Wednesday, December 08, 2010

Jockery


Part of going back to the gym is knowing that now and again you will wind up sore the next day. Especially if you go down the path to muscle failure. I forget which Weider principle this is -- and surely is it one of them, 'cause there is the Weider Everything Else I Forgot to Mention By Specific Name Principle -- a joke only appreciated by iron pumpers who've read the Joe Weider bodybuilding zines.


Basically, the exercise about which I am talking involves doing descending reps of something until you can't do any more. 


Take chins, for instance. Suppose you can do a dozen reps in good form. 


So do that.


Wait a few seconds, catch your breath, then do another set. Chances are, you won't get twelve reps, but you might get nine or ten. 


Wait a few seconds, then do another set, as many as you can.


Keep on doing this until you get to the point where you can't do a single rep. Where you can't do anything but hang there twitching.


You're done. Move along. 


I don't do this often, since it cranks up the lactic acids and cooks me real good for the next day or two, but now and then, the madness takes me ...

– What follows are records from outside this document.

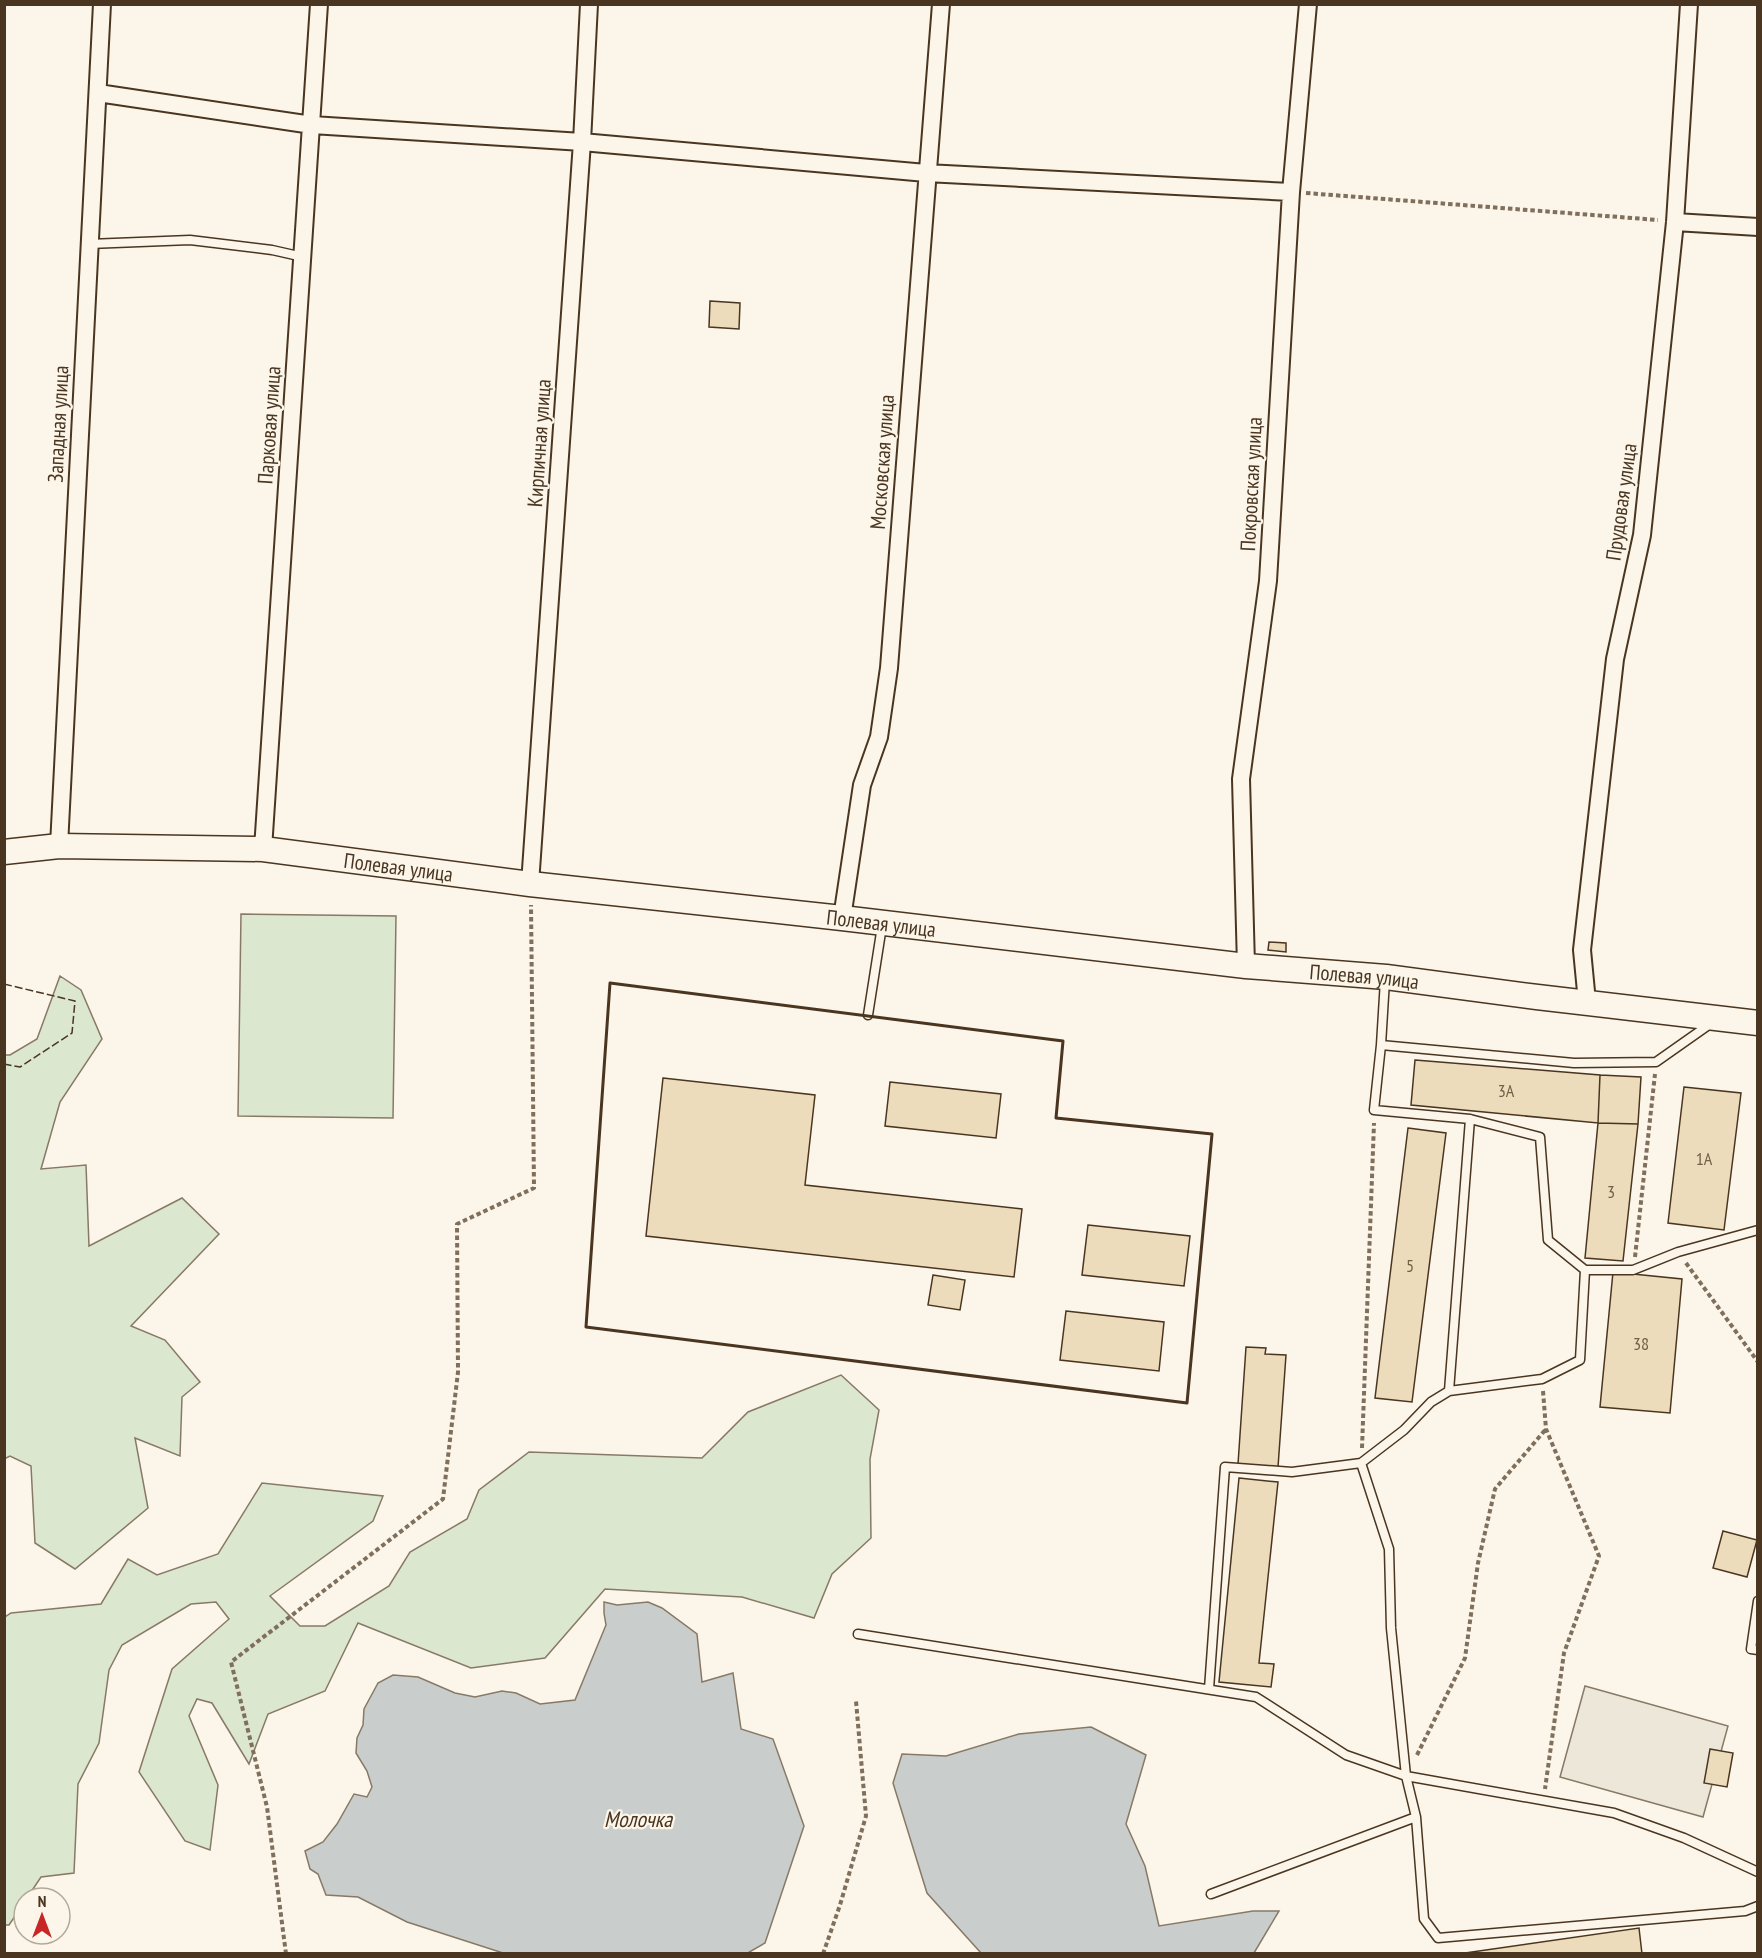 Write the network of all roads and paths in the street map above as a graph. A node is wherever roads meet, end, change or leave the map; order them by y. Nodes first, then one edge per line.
1 (102, 4) edge
2 (319, 4) edge
3 (589, 4) edge
4 (941, 4) edge
5 (1308, 4) edge
6 (1689, 4) edge
7 (98, 93) junction
8 (312, 125) junction
9 (582, 142) junction
10 (926, 173) junction
11 (1291, 192) junction
12 (1675, 222) junction
13 (1758, 226) edge
14 (89, 244) junction
15 (303, 257) junction
16 (59, 846) junction
17 (263, 849) junction
18 (4, 852) edge
19 (530, 884) junction
20 (842, 918) junction
21 (882, 923) junction
22 (1246, 966) junction
23 (1386, 977) junction
24 (1587, 1002) junction
25 (868, 1016) dead end
26 (1718, 1018) junction
27 (1758, 1023) edge
28 (1381, 1045) junction
29 (1656, 1062) junction
30 (1374, 1110) junction
31 (1470, 1119) junction
32 (1758, 1230) edge
33 (1678, 1252) junction
34 (1586, 1270) junction
35 (1633, 1270) junction
36 (1758, 1362) edge
37 (1542, 1379) junction
38 (1449, 1391) junction
39 (1546, 1429) junction
40 (1361, 1463) junction
41 (1758, 1601) edge
42 (858, 1634) dead end
43 (1758, 1650) edge
44 (1209, 1689) junction
45 (856, 1701) dead end
46 (1406, 1776) junction
47 (1544, 1799) junction
48 (1416, 1817) junction
49 (1758, 1872) edge
50 (1211, 1894) dead end
51 (1758, 1906) edge
52 (286, 1953) edge
53 (823, 1953) edge

1 - 7 street, Западная улица
2 - 8 street, Парковая улица
3 - 9 street, Кирпичная улица
4 - 10 street, Московская улица
5 - 11 street, Покровская улица
6 - 12 street, Прудовая улица
7 - 8 street
7 - 14 street, Западная улица
8 - 9 street
8 - 15 street, Парковая улица
9 - 10 street
9 - 19 street, Кирпичная улица
10 - 11 street
10 - 20 street, Московская улица
11 - 12 path
11 - 22 street, Покровская улица
12 - 13 street
12 - 24 street, Прудовая улица
14 - 15 lane
14 - 16 street, Западная улица
15 - 17 street, Парковая улица
16 - 17 street, Полевая улица
16 - 18 street, Полевая улица
17 - 19 street, Полевая улица
19 - 20 street, Полевая улица
19 - 52 path
20 - 21 street, Полевая улица
21 - 22 street, Полевая улица
21 - 25 lane
22 - 23 street, Полевая улица
23 - 24 street, Полевая улица
23 - 28 lane
24 - 26 street, Полевая улица
26 - 27 street, Полевая улица
26 - 29 lane
28 - 29 lane
28 - 30 lane
29 - 35 path
30 - 31 lane
30 - 40 path
31 - 34 lane
31 - 38 lane
32 - 33 lane
33 - 35 lane
33 - 36 path
34 - 35 lane
34 - 37 lane
37 - 38 lane
37 - 39 path
38 - 40 lane
39 - 46 path
39 - 47 path
40 - 44 lane
40 - 46 lane
41 - 43 lane
42 - 44 lane
44 - 46 lane
45 - 53 path
46 - 47 lane
46 - 48 lane
47 - 49 lane
48 - 50 lane
48 - 51 lane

(It's not, as you might think, the most exhausting pumping exercise -- eccentric reps are. These involve a training partner who helps you hoist more weight than you can on your own, which you then lower. You can lower more weight than you can lift. Doing this doesn't take long to achieve the burn, and it's the molten lava kind of burn. This is one you do infrequently. Maybe every twenty years or so ...)

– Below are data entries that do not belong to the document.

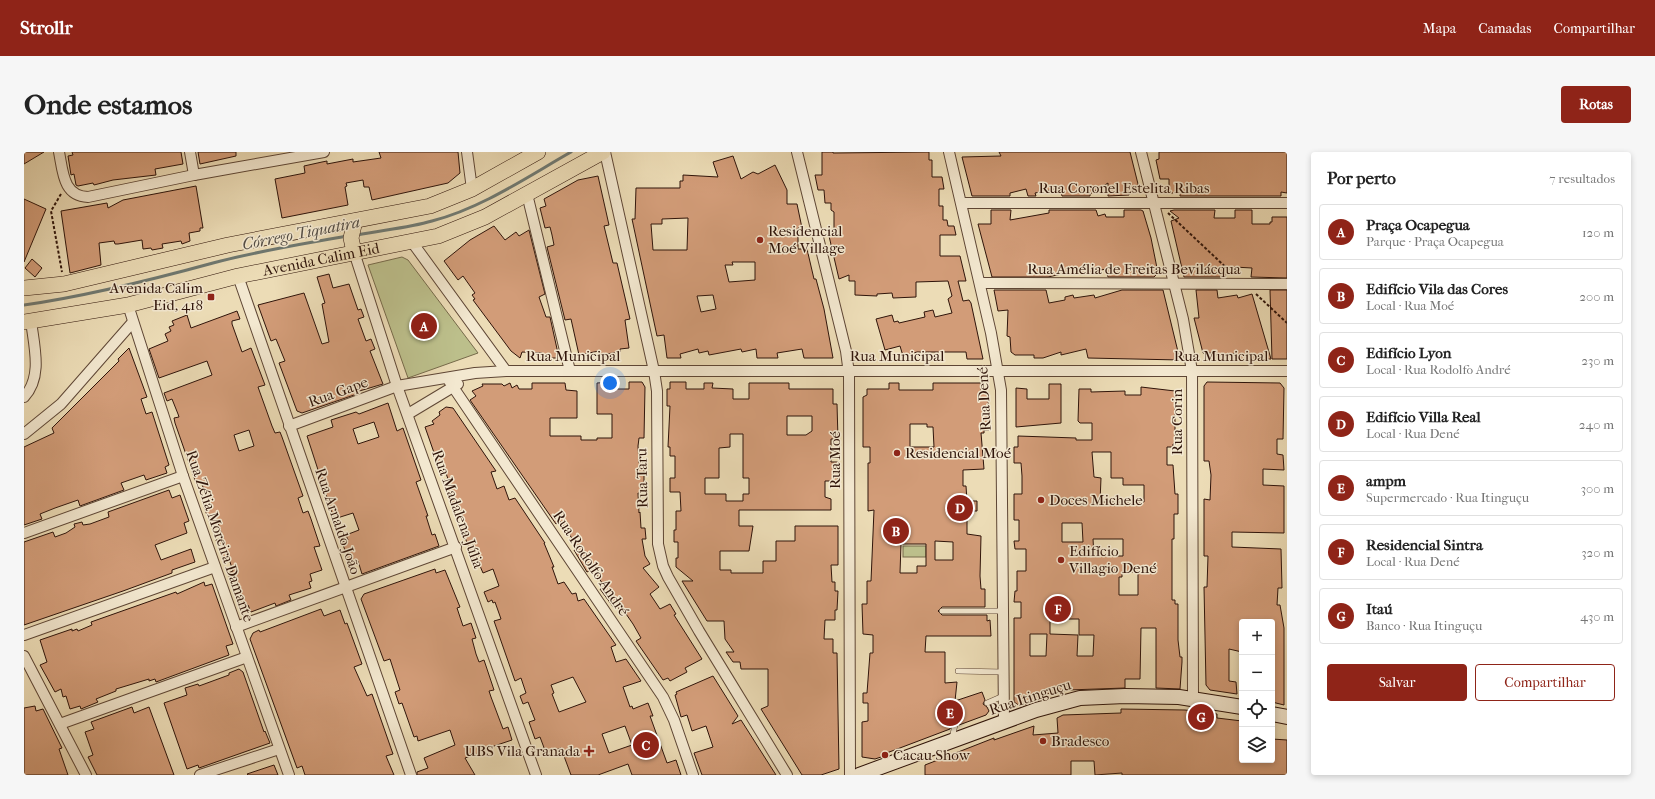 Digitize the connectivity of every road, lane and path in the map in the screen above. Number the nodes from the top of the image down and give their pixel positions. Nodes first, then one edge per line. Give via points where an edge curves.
1 (59, 152) edge
2 (190, 152) edge
3 (323, 152) edge
4 (466, 152) edge
5 (538, 152) edge
6 (604, 152) edge
7 (797, 152) edge
8 (949, 152) edge
9 (1141, 152) edge
10 (194, 175) junction
11 (66, 184) junction
12 (472, 189) junction
13 (527, 194) junction
14 (962, 203) junction
15 (1159, 203) junction
16 (1287, 203) edge
17 (354, 237) junction
18 (412, 242) junction
19 (238, 276) junction
20 (64, 284) junction
21 (980, 284) junction
22 (1173, 284) junction
23 (1244, 284) junction
24 (1287, 284) edge
25 (24, 288) edge
26 (128, 305) junction
27 (28, 322) edge
28 (132, 323) junction
29 (1287, 323) edge
30 (848, 370) junction
31 (506, 371) junction
32 (570, 371) junction
33 (654, 371) junction
34 (999, 371) junction
35 (1192, 371) junction
36 (1287, 371) edge
37 (475, 373) junction
38 (447, 378) junction
39 (397, 386) junction
40 (453, 386) junction
41 (24, 397) edge
42 (408, 414) junction
43 (289, 426) junction
44 (24, 434) edge
45 (183, 476) junction
46 (24, 533) edge
47 (456, 547) junction
48 (215, 567) junction
49 (346, 588) junction
50 (942, 611) dead end
51 (1002, 611) junction
52 (236, 627) junction
53 (24, 635) edge
54 (24, 656) edge
55 (247, 657) junction
56 (958, 671) dead end
57 (1003, 672) junction
58 (1003, 696) junction
59 (1193, 698) junction
60 (987, 703) dead end
61 (1239, 706) edge
62 (957, 715) dead end
63 (1275, 715) edge
64 (1287, 717) edge
65 (1004, 722) junction
66 (60, 724) junction
67 (952, 742) junction
68 (279, 748) junction
69 (86, 775) edge
70 (200, 775) edge
71 (289, 775) edge
72 (411, 775) edge
73 (536, 775) edge
74 (693, 775) edge
75 (787, 775) edge
76 (850, 775) edge
77 (859, 775) edge

1 - 11 street
2 - 10 street
3 - 10 street
4 - 12 street
5 - 12 main road, Avenida Calim Eid
6 - 13 main road, Avenida Calim Eid
6 - 33 street, Rua Taru
7 - 30 street, Rua Moé via 846,351
8 - 14 street, Rua Dené
9 - 15 street, Rua Corin
10 - 11 street via 88,197 74,194
11 - 20 path via 51,211
12 - 17 main road, Avenida Calim Eid
13 - 18 main road, Avenida Calim Eid via 485,218
13 - 32 street
14 - 15 street, Rua Coronel Estelita Ribas
14 - 21 street, Rua Dené
15 - 16 street, Rua Coronel Estelita Ribas
15 - 22 street, Rua Corin
15 - 23 path
17 - 18 main road, Avenida Calim Eid
17 - 19 main road, Avenida Calim Eid
17 - 20 main road, Avenida Calim Eid via 228,244
17 - 39 street, Rua Madalena Júlia
18 - 31 street
19 - 26 main road, Avenida Calim Eid
19 - 43 street, Rua Arnaldo João
20 - 25 main road, Avenida Calim Eid
21 - 22 street, Rua Amélia de Freitas Bevilácqua
21 - 34 street, Rua Dené
22 - 23 street, Rua Amélia de Freitas Bevilácqua
22 - 35 street, Rua Corin via 1184,324
23 - 24 street, Rua Amélia de Freitas Bevilácqua
23 - 29 path
26 - 27 main road, Avenida Calim Eid
26 - 28 street, Rua Zélia Moreira Damante
27 - 41 street via 36,370 34,383
28 - 44 street via 61,404
28 - 45 street, Rua Zélia Moreira Damante
30 - 33 street, Rua Municipal
30 - 34 street, Rua Municipal
30 - 76 street, Rua Moé
31 - 32 street, Rua Municipal
31 - 37 street, Rua Municipal
32 - 33 street, Rua Municipal
33 - 75 street, Rua Taru via 657,391 658,544 663,566 699,631
34 - 35 street, Rua Municipal
34 - 51 street, Rua Dené
35 - 36 street, Rua Municipal
35 - 59 street, Rua Corin
37 - 38 street, Rua Municipal
37 - 40 street
38 - 39 street, Rua Gape
38 - 40 street, Rua Rodolfo André
39 - 42 street, Rua Madalena Júlia
39 - 43 street, Rua Gape
40 - 42 street
40 - 74 street, Rua Rodolfo André via 663,697 674,720
42 - 47 street, Rua Madalena Júlia
43 - 49 street, Rua Arnaldo João
45 - 46 street
45 - 48 street, Rua Zélia Moreira Damante
47 - 49 street
47 - 73 street, Rua Madalena Júlia
48 - 52 street, Rua Zélia Moreira Damante
48 - 53 street
49 - 52 street
49 - 72 street, Rua Arnaldo João
50 - 51 lane
51 - 57 street, Rua Dené
52 - 55 street, Rua Zélia Moreira Damante
54 - 66 street
55 - 66 street
55 - 68 street, Rua Zélia Moreira Damante
56 - 57 lane
57 - 58 street, Rua Dené
58 - 60 lane
58 - 65 street, Rua Dené
59 - 61 main road, Rua Itinguçu
59 - 65 main road, Rua Itinguçu via 1080,698
62 - 67 lane
63 - 64 main road
65 - 67 main road, Rua Itinguçu
66 - 69 street
67 - 77 main road, Rua Itinguçu
68 - 70 street
68 - 71 street, Rua Zélia Moreira Damante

Here's the thing: Last trip to the gym, I decided to do sets of descending reps to failure in a couple of exercises. Which I did.


However, even though I was exhausted, come the next day, I wasn't sore. No muscle aches, no lactic acid build-up enough so I noticed. 


I'm not sure what this means. If it's a good witch or a bad witch ...


(By the by, that's not a Photoshopped picture. The guy -- sometimes called The Man Whose Arms Exploded -- is Gregg Valentino, a fellow who injected steroids every place he could reach, along with God knows what else, and who nearly killed himself doing it. Gives new meaning to the term freakish when applied to bodybuilders ...)

5 comments:

Josh Kruschke said...

I'm going to say good witch.
What was your after workout meal and general nutrition like? In my experience the building blocks you put in after a workout have more to do with mucle soreness and fatigue than the intensity of the workout.
Just a thought

Josh Kruschke said...

Second to last sentance should read: ...to do with mucle soreness and fatigue >recovery< than the intensity of the workout.
Sigh my brain I hate it when it skips over words.

Jason said...

Wait until tomorrow... :D

It is called "Delayed Onset Muscle Soreness", in typical medical silliness, and happens with workouts sometimes. Just means the full muscle soreness doesn't hit you until the 2nd day ofter the workout.

and it usually hits harder. :D

not always though, maybe your system was just ready for the workout. You'll only know for sure tomorrow.

Steve Perry said...

Yep, I know about the second-day business; in this case, that didn't happen either.

We'll see what happens next time.

Only change in anything I can see is that I've cut way back on sugar, and I can't see why that would make a difference.

Jim said...

Actually... sounds like you probably had a couple things going on. Your body is settling back into the workout routine, and adapting faster. And you probably did enough afterwards or in total that you flushed out the serious lactic acid... I've often found that even a few minutes (OK, 10 to 20) of cardio work like an elliptical after a hard workout will reduce or eliminate the soreness. Even 5 minutes will help... I'm not talking burnout/high intensity cardio, but just enough to re-raise the body temp and heart rate (maybe 15 to 20 percent over baseline) and get the blood really flowing through the body...

Like I said -- adaptation also figures into it. When I get in a regular routine, and stick to it, after a while, it's really hard to get back to that barely able to move sore feeling that I got at the start. Unless I really mix up the workout, and do something really intense, in a way that I've not done it before.